During his tenure, DeLong has found that while student demographics have changed, for the most part the students themselves have not.

“In spite of technology and the capabilities it allows us, I think most students still prefer a lively and engaging face-to-face class,” he said. “I think on the surface, students are maybe more consumer oriented – what do I have to have to fulfill my program requirements – but I think you can get past that. My goal is to break through that and engage them.”

DeLong said some of his fondest memories are when he is able to reach a student who may be struggling with a difficult personal challenge.

“I’m really big on the fact that this is a human being here, they’re not just a student,” he said.

“That’s one of the things that is so difficult about teaching. You can’t possibly know what students are carrying around with them on a day-to-day basis. You’re lucky if you can get a glimpse and you have to try hard sometimes when it is a student who is having difficulty but you can’t possibly know what the cause is.”

With his classroom set up in a square, DeLong said he has long adhered to the “teaching without preaching” concept. “I am not one to go page-by-page through the textbook.
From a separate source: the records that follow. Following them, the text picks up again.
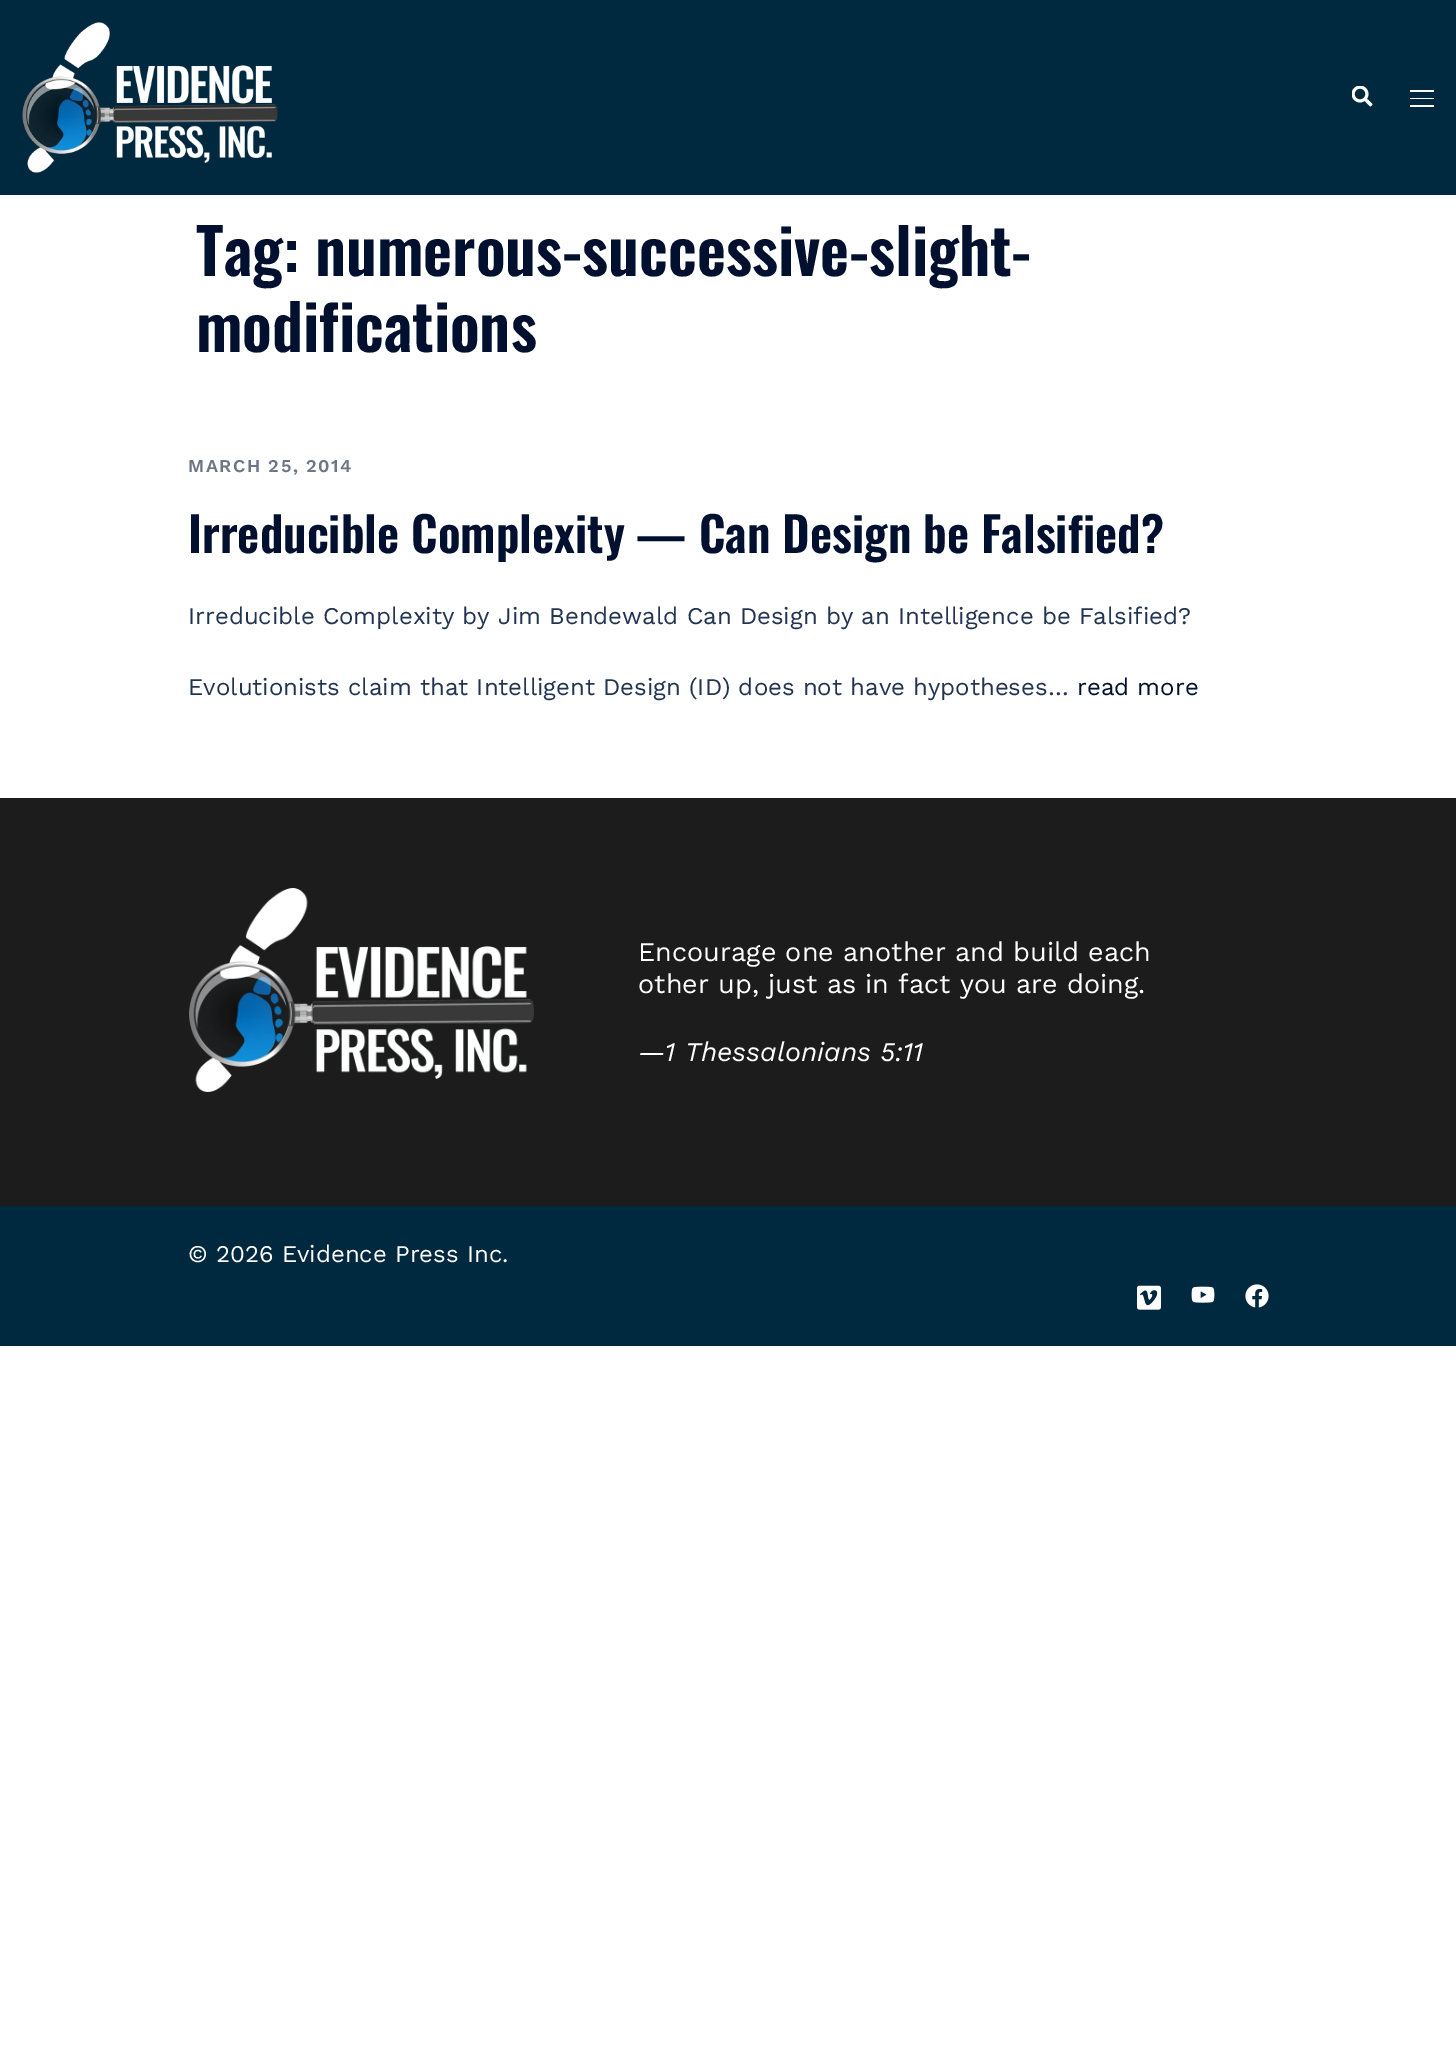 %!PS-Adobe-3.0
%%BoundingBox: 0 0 1456 2055
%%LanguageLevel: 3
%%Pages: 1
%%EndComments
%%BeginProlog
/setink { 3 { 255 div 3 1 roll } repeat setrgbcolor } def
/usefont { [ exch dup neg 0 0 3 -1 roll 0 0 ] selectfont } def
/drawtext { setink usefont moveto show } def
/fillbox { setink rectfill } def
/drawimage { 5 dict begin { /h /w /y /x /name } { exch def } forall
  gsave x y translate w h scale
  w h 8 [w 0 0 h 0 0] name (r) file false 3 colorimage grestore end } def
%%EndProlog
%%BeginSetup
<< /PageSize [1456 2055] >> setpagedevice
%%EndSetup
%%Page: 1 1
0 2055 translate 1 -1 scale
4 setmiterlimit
0 0 1456 2055 255 255 255 fillbox
0 0 1456 195 0 41 63 fillbox
(assets/img1.rgb) 22 22 256 151 drawimage
(assets/img2.rgb) 1352 86 21 21 drawimage
1410 90 24 2 255 255 255 fillbox
1410 98 24 1 255 255 255 fillbox
1410 105 24 2 255 255 255 fillbox
(Tag: numerous-successive-slight-) 196 276 /Oswald-SemiBold 63 0 16 46 drawtext
(modifications) 196 352 /Oswald-SemiBold 63 0 16 46 drawtext
/WorkSans-SemiBold 18 usefont
109 118 133 setink
188 472 moveto 1.5 0 (MARCH 25, 2014) ashow
(Irreducible Complexity — Can Design be Falsified?) 188 553 /Oswald-SemiBold 48 0 16 46 drawtext
(Irreducible Complexity by Jim Bendewald Can Design by an Intelligence be Falsified?) 188 624 /WorkSans-Regular 24 35 52 82 drawtext
(Evolutionists claim that Intelligent Design \(ID\) does not have hypotheses…) 188 695 /WorkSans-Regular 24 35 52 82 drawtext
(read more) 1077 695 /WorkSans-Regular 24 0 16 46 drawtext
0 798 1456 408 28 28 28 fillbox
(assets/img3.rgb) 189 888 345 204 drawimage
(Encourage one another and build each) 638 961 /WorkSans-Regular 27 255 255 255 drawtext
(other up, just as in fact you are doing.) 638 993 /WorkSans-Regular 27 255 255 255 drawtext
(—1 Thessalonians 5:11) 638 1061 /WorkSans-Italic 27 255 255 255 drawtext
0 1206 1456 140 0 41 63 fillbox
(© 2026 Evidence Press Inc.) 188 1262 /WorkSans-Regular 24 255 255 255 drawtext
(assets/img4.rgb) 1137 1285 24 25 drawimage
(assets/img5.rgb) 1191 1286 24 17 drawimage
(assets/img6.rgb) 1245 1284 24 24 drawimage
showpage
%%EOF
“I need an arena to perform in, but more importantly, we are social animals – we are face-to-face people,” he said. “I don’t want students to look at the backs of each other’s heads, I want them to see each other’s faces – to see their facial expressions and their body language when we’re having a discussion.”

During his time at MCC, DeLong has literally taught generations of families.

“I used to hear, ‘well, you had my mom in class.’ It’s a little harder to take when someone says, ‘you had my grandfather in class,’” he said with a laugh.

The 66-year-old lives on Turk Lake and is an avid outdoors-man and dog trainer.

He said he was doing some “informal math. Turk Lake is about nine miles west of the college, so it means I’m mostly driving back and forth on Sidney Road. I’ve determined that the number of miles I have logged on Sidney Road going back and forth to work over the 43 years, I could go to the moon and back. The other rough calculation is how many students I have had in class and that comes in around 10,000.”

Looking back, DeLong has come a long way since signing his first contract at a salary of just $10,600. At the time, he was ecstatic.

“I remember how happy I was that I busted into five figures,” he exclaimed. “I had been working in the migrant program with the State of Michigan. I think I topped out there at $8,900 per year.”

“I often think of how my life may be different if I had gotten a job someplace else,” he added.

But, he’s happy with the outcome and for being part of the “community” at Montcalm Community College.

“MCC is as community oriented as anyplace I have ever known,” he said. “I think MCC really wants to make a difference in the community and wants to make a difference with individual students.

“The importance that the people on staff give to relating to people and helping people is huge. It’s one of the main reasons I have stayed here,” he added. “That idea of family has been a constant thing during my years here.

“We want to make the area that we live in and work in a better place,” he said.